« Le microbiote joue un rôle clé dans l’éducation du système immunitaire »
Que sait-on aujourd’hui des rapports entre le microbiote intestinal et le développement du système immunitaire ?
Dès les premières secondes qui suivent la naissance, notre peau et notre intestin commencent à être colonisés par les bactéries de l’environnement en général, et de la mère en particulier.
Cela induit une réponse immunitaire au sein de l’intestin et aussi au-delà. Ainsi se construit progressivement une mémoire immunitaire, mais pas seulement. En effet, on sait maintenant que l’exposition tôt dans la vie aux bactéries, lors du sevrage, est un moment clé dans le développement du système immunitaire lui-même chez les mammifères.

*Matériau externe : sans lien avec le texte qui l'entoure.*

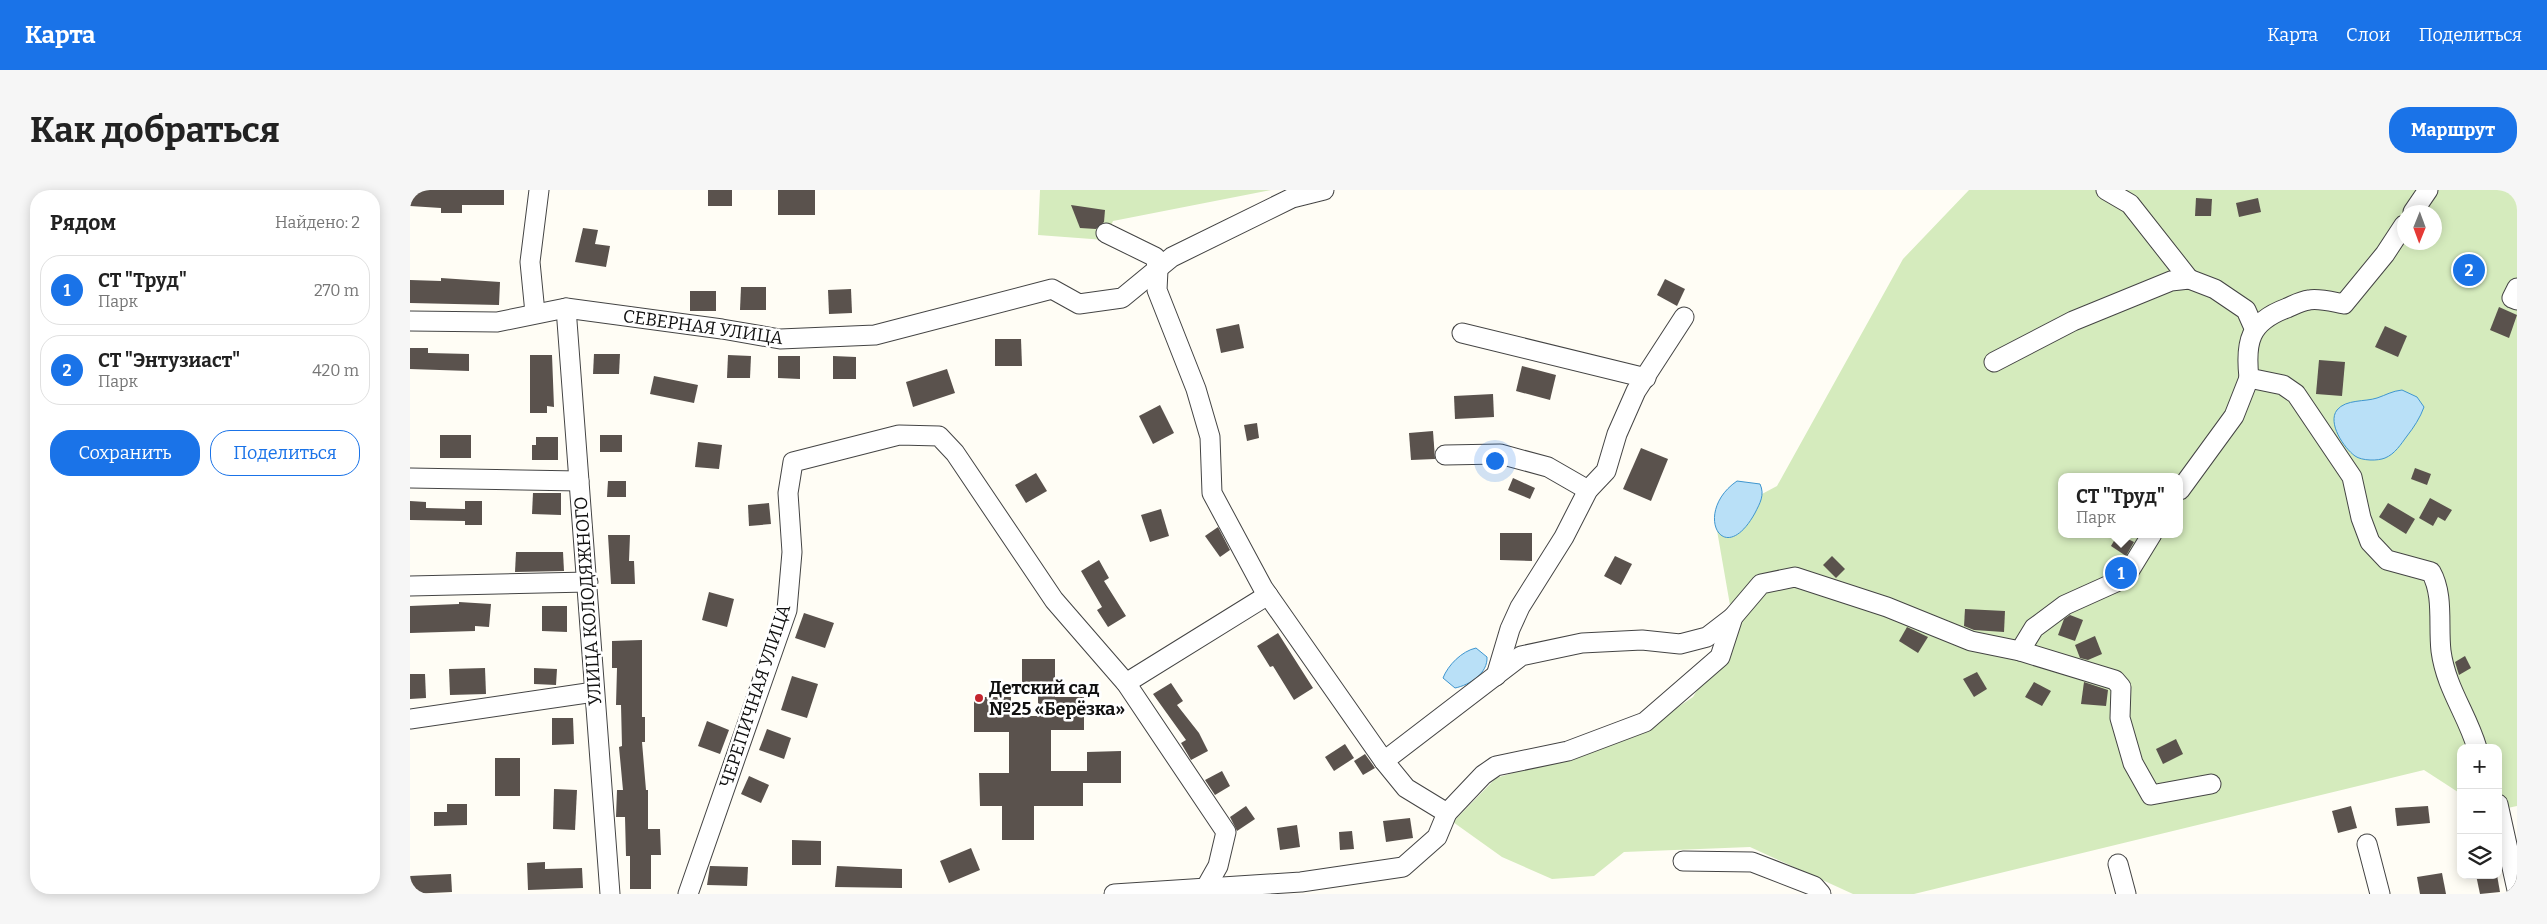 <!DOCTYPE html>
<html lang="ru">
<meta charset="utf-8">
<style>
body{margin:0;font-family:Bitter,serif;background:#f6f6f6;color:#222}
.controls{position:absolute;right:15px;bottom:15px;display:grid;overflow:hidden;border-radius:10px;box-shadow:0 2px 12px #0003}
.controls button{width:45px;height:45px;display:grid;place-items:center;padding:0;border:0;border-bottom:1px solid #e0e0e0;background:#fff;color:#222;font:25px sans-serif}
.compass{position:absolute;left:1987px;top:15px;width:45px;height:45px;border-radius:50%;background:#fff;box-shadow:0 2px 12px #0003;rotate:181deg}
.you{position:absolute;left:1084px;top:270px;width:18px;height:18px;margin:-12px;border:4px solid #fff;border-radius:50%;background:#1a73e8;box-shadow:0 0 0 8px #1a73e833}
.badge{display:grid;place-items:center;width:32px;height:32px;border-radius:50%;background:#1a73e8;color:#fff;font-size:16px;font-weight:700}
.pin{position:absolute;translate:-50% -50%;border:2px solid #fff;box-shadow:0 1px 5px #0006}
.popup{position:absolute;left:1648px;top:283px;width:125px;height:65px;box-sizing:border-box;display:grid;place-content:center;border-radius:10px;background:#fff;filter:drop-shadow(0 1px 4px #0005);font-size:16px;white-space:nowrap;color:#767676}
.popup b{font-size:19px;color:#222}
.popup::after{content:'';position:absolute;left:50%;top:100%;margin-left:-10px;border:10px solid transparent;border-top-color:#fff}
.list{margin:0;padding:0;list-style:none}
h2{display:flex;justify-content:space-between;align-items:center;height:65px;margin:0;padding:0 20px;font-size:21px}
h2 small{font-size:16px;font-weight:400;color:#767676}
.list li{display:grid;grid-template-columns:32px 1fr auto;gap:15px;align-items:center;box-sizing:border-box;height:70px;margin:0 10px 10px;padding:0 10px;border:1px solid #e0e0e0;border-radius:20px}
.list b{display:block;font-size:19px;white-space:nowrap}
.list p{margin:0;font-size:16px;white-space:nowrap;color:#767676}
.list em{font-size:16px;font-style:normal;color:#767676}
.actions{display:flex;gap:10px;padding:15px 20px}
.actions a{flex:1;padding:11px 0;border:1px solid #1a73e8;border-radius:20px;text-align:center;font-size:18px;color:#1a73e8}
.actions .main{background:#1a73e8;color:#fff}
.icon{flex:none;width:28px;height:28px;fill:none;stroke:currentColor;stroke-width:2;stroke-linecap:round;stroke-linejoin:round}
.map{position:relative;flex:none;width:2107px;height:704px;overflow:hidden;border-radius:20px}
header{display:flex;align-items:center;gap:30px;box-sizing:border-box;height:70px;padding:0 25px;background:#1a73e8;color:#fff}
header strong{font-size:24px}
nav{display:flex;gap:28px;margin-inline-start:auto;font-size:18px}
.intro{display:flex;align-items:center;justify-content:space-between;box-sizing:border-box;height:120px;padding:0 30px}
h1{margin:0;font-size:35px}
.button{padding:12px 22px;border-radius:20px;background:#1a73e8;color:#fff;font-size:18px;font-weight:700}
main{display:flex;gap:30px;padding:0 30px}
aside{flex:1;background:#fff;border-radius:20px;box-shadow:0 2px 12px #0003}
.map>svg:first-child{display:block}
</style>
<header>
<strong>Карта</strong>
<nav><a>Карта</a><a>Слои</a><a>Поделиться</a></nav>
</header>
<div class="intro"><h1>Как добраться</h1><a class="button">Маршрут</a></div>
<main>
<aside>
<h2>Рядом<small>Найдено: 2</small></h2>
<ul class="list">
<li><span class="badge">1</span><div><b>СТ &quot;Труд&quot;</b><p>Парк</p></div><em>270 m</em></li>
<li><span class="badge">2</span><div><b>СТ &quot;Энтузиаст&quot;</b><p>Парк</p></div><em>420 m</em></li>
</ul>
<div class="actions"><a class="main">Сохранить</a><a>Поделиться</a></div>
</aside>
<div class="map">
<svg width="2107" height="704" viewBox="0 0 2107 704">
<rect width="100%" height="100%" fill="#fffdf5"/>
<!-- green -->
<g fill="#d5ebbd" fill-rule="evenodd">
<path d="M630,0H861L703,31L695,50L628,45Z"/>
<path d="M1559,0H2107V616L2088,620V558H2051V604L2014,580L1504,704H1443L1340,657L1214,662L1184,686L1142,689L1092,667L1043,632L1086,588L1225,546L1283,507L1324,438L1305,329L1367,296L1493,69ZM1994,22H2024V52H1994ZM1652,287H1770V344H1652Z"/>
</g>
<!-- water -->
<g fill="#b9e0f7" stroke="#3f96cf">
<path d="M1992,200L2007,207L2014,217C2010,228 2004,237 1997,246C1991,254 1985,264 1975,268C1968,271 1952,271 1945,266C1934,258 1917,233 1927,220C1936,209 1955,212 1967,208C1976,205 1982,201 1992,200Z"/>
<path d="M1327,291L1350,294C1355,305 1350,313 1345,323C1313,381 1282,322 1327,291Z"/>
<path d="M1066,458L1077,467C1078,483 1060,495 1045,498L1033,488C1038,475 1052,461 1066,458Z"/>
</g>
<!-- building -->
<g fill="#5a524d">
<path d="M0,0H94V15H52V23H31V18L0,16Z"/>
<rect x="298" y="0" width="24" height="16"/>
<rect x="368" y="0" width="37" height="25"/>
<path d="M1786,8L1802,9L1801,26H1785Z"/>
<path d="M1848,8L1851,22L1829,27L1826,13Z"/>
<path d="M661,15L695,20L694,32L686,39L670,38Z"/>
<path d="M173,38L188,40L185,54L200,56L196,77L165,72Z"/>
<path d="M31,88L90,92L89,115L0,113V90L31,91Z"/>
<path d="M1255,89L1275,99L1267,116L1247,105Z"/>
<path d="M331,97H356V120H330Z"/>
<path d="M441,99L442,123L419,124L418,100Z"/>
<rect x="280" y="101" width="26" height="20"/>
<path d="M2089,117L2107,125L2099,148L2080,140Z"/>
<path d="M829,134L834,158L811,163L806,139Z"/>
<path d="M1975,136L1997,146L1988,167L1965,157Z"/>
<path d="M585,149H611L612,176H585Z"/>
<path d="M0,158H18V163L59,164V181L0,179Z"/>
<path d="M184,164H210L209,184H183Z"/>
<path d="M120,165H142L144,217L137,216V223H120Z"/>
<path d="M318,165L341,166L340,188H317Z"/>
<path d="M368,166H390V189L368,188Z"/>
<path d="M423,166L446,167V189H423Z"/>
<path d="M1909,170L1935,172L1932,206L1906,204Z"/>
<path d="M1112,176L1146,185L1140,210L1106,201Z"/>
<path d="M537,179L545,203L503,217L496,192Z"/>
<path d="M244,186L288,195L284,213L240,204Z"/>
<path d="M1083,204L1084,227L1045,229L1044,206Z"/>
<path d="M750,215L764,243L743,254L729,226Z"/>
<path d="M847,233L849,248L837,251L834,235Z"/>
<path d="M1023,241L1025,269L1001,270L999,243Z"/>
<rect x="30" y="245" width="31" height="23"/>
<rect x="190" y="245" width="22" height="17"/>
<path d="M126,247H148V270H122V255H126Z"/>
<path d="M288,252L312,255L309,279L285,277Z"/>
<path d="M1231,258L1258,269L1241,311L1213,299Z"/>
<path d="M2005,278L2021,284L2017,295L2001,289Z"/>
<path d="M626,283L637,301L616,313L605,295Z"/>
<path d="M1103,288L1125,298L1120,309L1098,300Z"/>
<path d="M198,291H216V307H197Z"/>
<path d="M123,303H151V325L122,324Z"/>
<path d="M2020,308L2042,320L2035,331L2028,327L2023,336L2009,328Z"/>
<path d="M0,311L16,312V318L55,319V311H72V335H55V331L0,330Z"/>
<path d="M359,313L361,334L339,336L338,315Z"/>
<path d="M1978,313L2005,329L1996,344L1969,327Z"/>
<path d="M751,319L759,346L740,352L731,325Z"/>
<path d="M808,337L820,360L810,367L795,346Z"/>
<path d="M1090,343H1122V371L1090,370Z"/>
<path d="M1708,344L1724,352L1716,366L1701,356Z"/>
<path d="M198,345H220L219,371H224L225,394H201Z"/>
<path d="M106,362H153L154,381L105,382Z"/>
<path d="M1205,366L1222,374L1211,395L1194,386Z"/>
<path d="M1422,366L1435,379L1426,388L1413,375Z"/>
<path d="M689,370L699,388L694,391L716,426L698,437L687,420L692,417L671,381Z"/>
<path d="M299,402L324,409L317,437L292,430Z"/>
<path d="M49,412L81,414L79,437L65,436V441L0,443V416L49,414Z"/>
<path d="M132,416H157V442L132,441Z"/>
<path d="M1555,419L1595,421L1594,442L1564,440L1554,436Z"/>
<path d="M394,423L424,433L415,458L385,448Z"/>
<path d="M1660,425L1673,430L1665,451L1648,445L1654,429Z"/>
<path d="M1497,437L1518,447L1508,463L1489,451Z"/>
<path d="M868,443L903,498L884,510L863,476L860,477L847,456Z"/>
<path d="M1685,446L1692,464L1678,470L1670,468L1665,455Z"/>
<path d="M232,450V527H235V552H232L236,600H238V639H250L251,665H241V699H220V666H216L215,627H206L207,600H213L209,557L212,556L211,515H206L207,478H202V451Z"/>
<path d="M2055,466L2061,478L2049,485L2045,472Z"/>
<path d="M612,469H645V507H674V540H641V581H677V562L711,561V593H673V616H624V650H592V616H570L569,583H599V542H564V507H601V526H628V502H612Z"/>
<path d="M75,478L76,504L40,505L39,479Z"/>
<path d="M124,478L147,479L146,495L124,494Z"/>
<path d="M1567,482L1577,499L1564,507L1553,489Z"/>
<path d="M0,484H15L16,508L0,509Z"/>
<path d="M382,486L408,494L397,528L371,520Z"/>
<path d="M1624,492L1641,501L1632,516L1615,507Z"/>
<path d="M1674,492L1698,500L1696,516L1671,514Z"/>
<path d="M761,493L773,511L767,515L789,543L798,561L781,570L771,553L776,550L743,504Z"/>
<path d="M142,528H163L164,554L142,555Z"/>
<path d="M297,531L319,540L310,564L288,556Z"/>
<path d="M357,539L381,548L374,569L349,560Z"/>
<path d="M1766,549L1773,564L1753,574L1746,559Z"/>
<path d="M935,554L944,568L924,581L915,567Z"/>
<path d="M955,564L965,578L953,585L944,571Z"/>
<rect x="85" y="568" width="25" height="38"/>
<path d="M812,581L820,596L805,605L795,590Z"/>
<path d="M339,586L359,595L351,613L331,604Z"/>
<path d="M144,599L167,600L165,640L143,639Z"/>
<path d="M37,614H57V635L24,636V622H37Z"/>
<path d="M836,616L845,629L827,641L820,627Z"/>
<path d="M1941,616L1947,638L1928,643L1922,621Z"/>
<path d="M2018,616L2020,633L1987,636L1985,618Z"/>
<path d="M1000,628L1003,648L976,652L973,631Z"/>
<path d="M887,635L890,657L870,660L867,638Z"/>
<path d="M942,641L944,659L930,660L929,642Z"/>
<path d="M382,650L411,651V675H382Z"/>
<path d="M561,658L570,680L539,693L530,671Z"/>
<path d="M135,672V679L172,678L173,698L118,700L117,673Z"/>
<path d="M300,676L338,677L337,696L297,695Z"/>
<path d="M427,676L492,679V698L425,697Z"/>
<path d="M2032,683L2036,704H2010L2007,687Z"/>
<path d="M41,684L42,702L0,704V686Z"/>
<path d="M2066,685H2087L2090,702L2070,704Z"/>
</g>
<g fill="none" stroke-linecap="round" stroke-linejoin="round">
<defs>
<g id="minor">
<path d="M1696,0L1720,14L1779,89"/>
<path d="M2003,22L2018,0"/>
<path d="M1994,35L1975,64L1934,114C1923,112 1909,108 1899,110C1891,111 1884,115 1877,118C1839,132 1835,152 1839,188L1873,195L1886,204L1942,287L1951,328L1960,352L1977,370L2021,382C2034,405 2028,435 2031,461C2036,498 2057,524 2067,558"/>
<path d="M696,43L745,67L748,80L747,100L786,199L800,247L802,303L853,398L974,571L996,598L1037,623"/>
<path d="M2107,98L2102,108L2107,110"/>
<path d="M156,118L200,704"/>
<path d="M125,123L120,72L129,0"/>
<path d="M0,131L87,132L156,118L312,139L370,149L465,145L642,99L669,114L712,108L762,67L882,8L914,0"/>
<path d="M1052,143L1236,188"/>
<path d="M1584,172L1663,131L1761,91L1779,89L1805,99L1836,120L1844,138"/>
<path d="M1035,265L1090,264L1138,277L1178,300"/>
<path d="M0,288L169,291"/>
<path d="M1770,300L1824,226L1839,188"/>
<path d="M0,396L178,392"/>
<path d="M1610,461L1705,490L1711,497L1710,528L1723,573L1741,605L1801,594"/>
<path d="M1086,486L1100,439L1110,417L1154,347L1178,300L1196,281L1207,244L1226,201L1274,127"/>
<path d="M716,493L858,405"/>
<path d="M0,529L184,502"/>
<path d="M974,571L1111,466L1172,453L1232,450L1270,454L1297,447L1323,427"/>
<path d="M2088,614L2107,700"/>
<path d="M1957,654L1970,704"/>
<path d="M1273,671L1342,672L1404,696L1411,704"/>
<path d="M1708,674L1716,704"/>
<path d="M278,704L377,420L382,362L378,303L383,272L489,245L529,246L545,263L644,410L716,493L816,642L808,676L795,699"/>
<path d="M704,704L891,692L993,677L1027,647L1037,623L1073,585L1086,576L1158,561L1235,532L1310,467L1323,427L1351,394L1385,387L1477,417L1561,451L1610,461L1624,438L1655,415L1715,388L1742,344"/>
</g>
</defs>
<!-- minor casing -->
<use href="#minor" stroke="#444" stroke-width="21"/>
<!-- minor -->
<use href="#minor" stroke="#fff" stroke-width="19"/>
</g>
<!-- markers -->
<circle fill="#c4262e" stroke="#fff" stroke-width="2" cx="569" cy="508" r="5"/>
<g text-anchor="middle" dominant-baseline="central" stroke-width="5" stroke-linejoin="round" paint-order="stroke">
<!-- street labels -->
<g font-size="18" fill="#111" stroke="#fff">
<text transform="translate(293 137) rotate(8)">СЕВЕРНАЯ УЛИЦА</text>
<text transform="translate(178 411) rotate(-94)">УЛИЦА КОЛОДЯЖНОГО</text>
<text transform="translate(345 506) rotate(-72)">ЧЕРЕПИЧНАЯ УЛИЦА</text>
</g>
<!-- poi labels -->
<g font-size="18" font-weight="bold" fill="#111" stroke="#fff" text-anchor="start">
<text x="579" y="498">Детский сад<tspan x="579" dy="21">№25 «Берёзка»</tspan></text>
</g>
</g>
</svg>
<div class="controls">
<button>+</button>
<button>−</button>
<button><svg class="icon" aria-label="layers" viewBox="0 0 24 24"><path d="M12 4l9 5-9 5-9-5zM3 14l9 5 9-5"/></svg></button>
</div>
<svg class="compass" viewBox="-18 -18 36 36"><path d="M0-13l5 13h-10z" fill="#e53935"/><path d="M0 13l5-13h-10z" fill="#767676"/></svg>
<div class="you"></div>
<div class="pin badge" style="left:1711px;top:383px">1</div>
<div class="popup"><b>СТ &quot;Труд&quot;</b>Парк</div>
<div class="pin badge" style="left:2059px;top:80px">2</div>
</div>
</main>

Ce changement s’effectue au moment de la diversification alimentaire, autrement dit entre 4 et 6 mois. En effet, la composition du microbiote est déterminée de façon majeure par l’alimentation. Un point important est que ce changement est programmé dans le temps. Cet élargissement massif et rapide joue un rôle clé dans l’éducation du système immunitaire de l’enfant par rapport à son milieu, qui risque de se faire mal si elle survient trop tôt ou trop tard. Une exposition trop massive aux bactéries peut aussi entraîner une dérégulation du système immunitaire et des problèmes de maturation de ce dernier qui peut devenir aussi plus réactif.
Notre laboratoire travaille d’ailleurs sur les mécanismes impliqués dans l’éducation du système immunitaire par le microbiote, qui va déterminer à très long terme la réactivité de celui-ci, notamment en ce qui concerne la susceptibilité ou la résistance aux maladies inflammatoires (auto-immunité et allergies), aux infections et aux cancers.
A-t-on identifié des différences selon que le nourrisson est nourri au sein ou au biberon ?
On sait qu’il existe d’importantes différences entre le lait maternel et le lait de vache, et que sa composition varie avec le temps. C’est ainsi que le premier lait est jaune et très riche en acide rétinoïque qui va « booster » le système immunitaire dès la naissance. D’autre part, si au départ le lait maternel est très gras, il va devenir ensuite de plus en plus sucré, ce qui a un impact sur les bactéries hébergées dans le tube digestif. Il faut aussi citer la présence d’hormones dans le lait, ainsi bien sûr que des anticorps de la mère.
Pour autant, on ignore pour l’instant l’impact véritable d’une alimentation précoce par le lait de vache et si les enfants concernés sont plus susceptibles par la suite vis-à-vis de telle ou telle maladie.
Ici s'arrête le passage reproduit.